A sofisticação do sector financeiro não poderá dar a volta às actuais tentativas de maior regulação?

O regulador tem de estar um passo à frente do operador de mercado.

E está?

Muitas vezes está.

E de que precisa o regulador para estar um passo à frente?

De ter as melhores pessoas. Foi uma das coisas que falhou nos reguladores europeus. Quando vai ver as operações, o regulador tem de perceber o que está lá.

Sentiu isso quando esteve no Banco de Portugal? Que não tinha os meios necessários?

Eu acho que isso é um problema geral da regulação em Portugal. É a falta de meios. Entre 1992 e 1998 estive no Banco de Portugal. E nessa altura havia já claramente um problema de falta de recursos que o governador tinha. Para ter boas pessoas, tem de ter as condições do mercado. Veja onde estão as pessoas que sabem muito dessas matérias: estão nas auditoras.

São justas as críticas e acusações recentes que têm sido feitas ao Banco de Portugal?

Há várias críticas que têm sido feitas que apontam para problemas sérios no caso português. É preciso reforçar a capacidade do departamento de supervisão.

Mais poderes?

Sim.
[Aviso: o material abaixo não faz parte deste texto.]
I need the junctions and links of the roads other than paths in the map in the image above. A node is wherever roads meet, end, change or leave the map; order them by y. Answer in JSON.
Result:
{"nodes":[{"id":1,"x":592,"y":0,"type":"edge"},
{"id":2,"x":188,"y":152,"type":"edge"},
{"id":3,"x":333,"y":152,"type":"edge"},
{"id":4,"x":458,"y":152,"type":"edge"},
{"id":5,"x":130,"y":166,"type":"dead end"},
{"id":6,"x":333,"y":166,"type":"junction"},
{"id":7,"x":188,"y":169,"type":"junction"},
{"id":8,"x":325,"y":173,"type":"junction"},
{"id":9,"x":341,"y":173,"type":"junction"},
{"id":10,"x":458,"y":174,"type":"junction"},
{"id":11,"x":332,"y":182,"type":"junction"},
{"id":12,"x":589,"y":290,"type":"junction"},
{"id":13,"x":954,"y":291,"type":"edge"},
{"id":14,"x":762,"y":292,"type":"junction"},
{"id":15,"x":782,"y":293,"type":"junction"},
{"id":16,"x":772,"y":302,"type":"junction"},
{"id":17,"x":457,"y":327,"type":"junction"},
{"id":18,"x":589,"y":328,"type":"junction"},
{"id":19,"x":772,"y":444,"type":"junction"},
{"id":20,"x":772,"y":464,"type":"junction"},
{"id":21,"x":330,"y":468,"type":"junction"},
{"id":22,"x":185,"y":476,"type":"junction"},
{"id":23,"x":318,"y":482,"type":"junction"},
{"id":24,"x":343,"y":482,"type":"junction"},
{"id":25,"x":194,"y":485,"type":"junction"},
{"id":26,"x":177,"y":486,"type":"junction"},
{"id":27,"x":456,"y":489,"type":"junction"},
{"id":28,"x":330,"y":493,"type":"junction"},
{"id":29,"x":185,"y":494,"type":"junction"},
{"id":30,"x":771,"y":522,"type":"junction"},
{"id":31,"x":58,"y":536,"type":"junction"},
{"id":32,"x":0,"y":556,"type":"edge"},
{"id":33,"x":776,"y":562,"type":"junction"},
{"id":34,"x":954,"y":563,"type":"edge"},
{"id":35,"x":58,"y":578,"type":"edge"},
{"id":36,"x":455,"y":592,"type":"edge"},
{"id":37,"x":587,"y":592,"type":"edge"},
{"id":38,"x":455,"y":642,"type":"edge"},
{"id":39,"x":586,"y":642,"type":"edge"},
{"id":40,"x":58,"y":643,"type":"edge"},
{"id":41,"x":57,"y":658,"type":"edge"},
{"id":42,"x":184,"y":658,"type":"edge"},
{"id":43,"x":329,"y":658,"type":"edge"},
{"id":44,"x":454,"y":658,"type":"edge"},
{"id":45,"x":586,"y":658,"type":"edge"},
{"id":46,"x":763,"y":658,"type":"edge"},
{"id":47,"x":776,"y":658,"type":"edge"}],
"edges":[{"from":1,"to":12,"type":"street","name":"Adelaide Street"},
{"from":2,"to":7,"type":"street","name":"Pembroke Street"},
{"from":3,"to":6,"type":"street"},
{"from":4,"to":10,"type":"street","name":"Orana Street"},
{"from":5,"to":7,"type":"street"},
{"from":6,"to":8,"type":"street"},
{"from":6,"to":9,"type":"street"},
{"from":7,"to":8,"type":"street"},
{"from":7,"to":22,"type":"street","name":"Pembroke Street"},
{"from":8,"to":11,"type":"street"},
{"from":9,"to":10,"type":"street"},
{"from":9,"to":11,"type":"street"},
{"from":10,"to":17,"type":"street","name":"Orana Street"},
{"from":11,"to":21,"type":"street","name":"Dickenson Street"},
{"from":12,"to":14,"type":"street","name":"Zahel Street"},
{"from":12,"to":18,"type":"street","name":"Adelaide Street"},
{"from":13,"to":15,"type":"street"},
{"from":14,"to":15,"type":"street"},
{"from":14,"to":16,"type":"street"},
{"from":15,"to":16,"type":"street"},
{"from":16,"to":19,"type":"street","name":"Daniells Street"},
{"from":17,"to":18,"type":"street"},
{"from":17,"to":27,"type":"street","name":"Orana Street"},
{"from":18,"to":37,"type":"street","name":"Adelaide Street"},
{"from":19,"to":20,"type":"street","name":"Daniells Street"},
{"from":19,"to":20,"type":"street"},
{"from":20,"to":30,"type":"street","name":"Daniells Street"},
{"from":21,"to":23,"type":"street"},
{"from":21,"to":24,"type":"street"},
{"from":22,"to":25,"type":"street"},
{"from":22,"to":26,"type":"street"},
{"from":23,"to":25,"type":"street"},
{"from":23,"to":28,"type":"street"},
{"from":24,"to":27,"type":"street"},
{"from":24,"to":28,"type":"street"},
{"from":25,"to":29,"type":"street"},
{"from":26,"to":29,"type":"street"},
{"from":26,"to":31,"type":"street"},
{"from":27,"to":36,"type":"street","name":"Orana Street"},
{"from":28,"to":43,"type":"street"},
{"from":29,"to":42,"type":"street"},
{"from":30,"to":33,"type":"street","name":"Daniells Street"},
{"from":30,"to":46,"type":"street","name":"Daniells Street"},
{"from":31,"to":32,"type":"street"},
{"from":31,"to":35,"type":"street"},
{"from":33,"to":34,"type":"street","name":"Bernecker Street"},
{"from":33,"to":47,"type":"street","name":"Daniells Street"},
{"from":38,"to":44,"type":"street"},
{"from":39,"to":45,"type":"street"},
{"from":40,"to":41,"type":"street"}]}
Por exemplo: quando se levantam processos-crime contra gestores, depois, muitas vezes esses processos não têm seguimento ao nível do sistema judicial. Por falta de uma colaboração eficiente entre o Ministério Público e o Banco de Portugal, porque muitas vezes os juízes não compreendem os problemas mais complexos. Na área da concorrência temos os mesmos problemas. É preciso que o sistema judicial se especialize.

Não sente o apelo de voltar à área da regulação?

Não sou eu que defino. São escolhas que os governos fazem."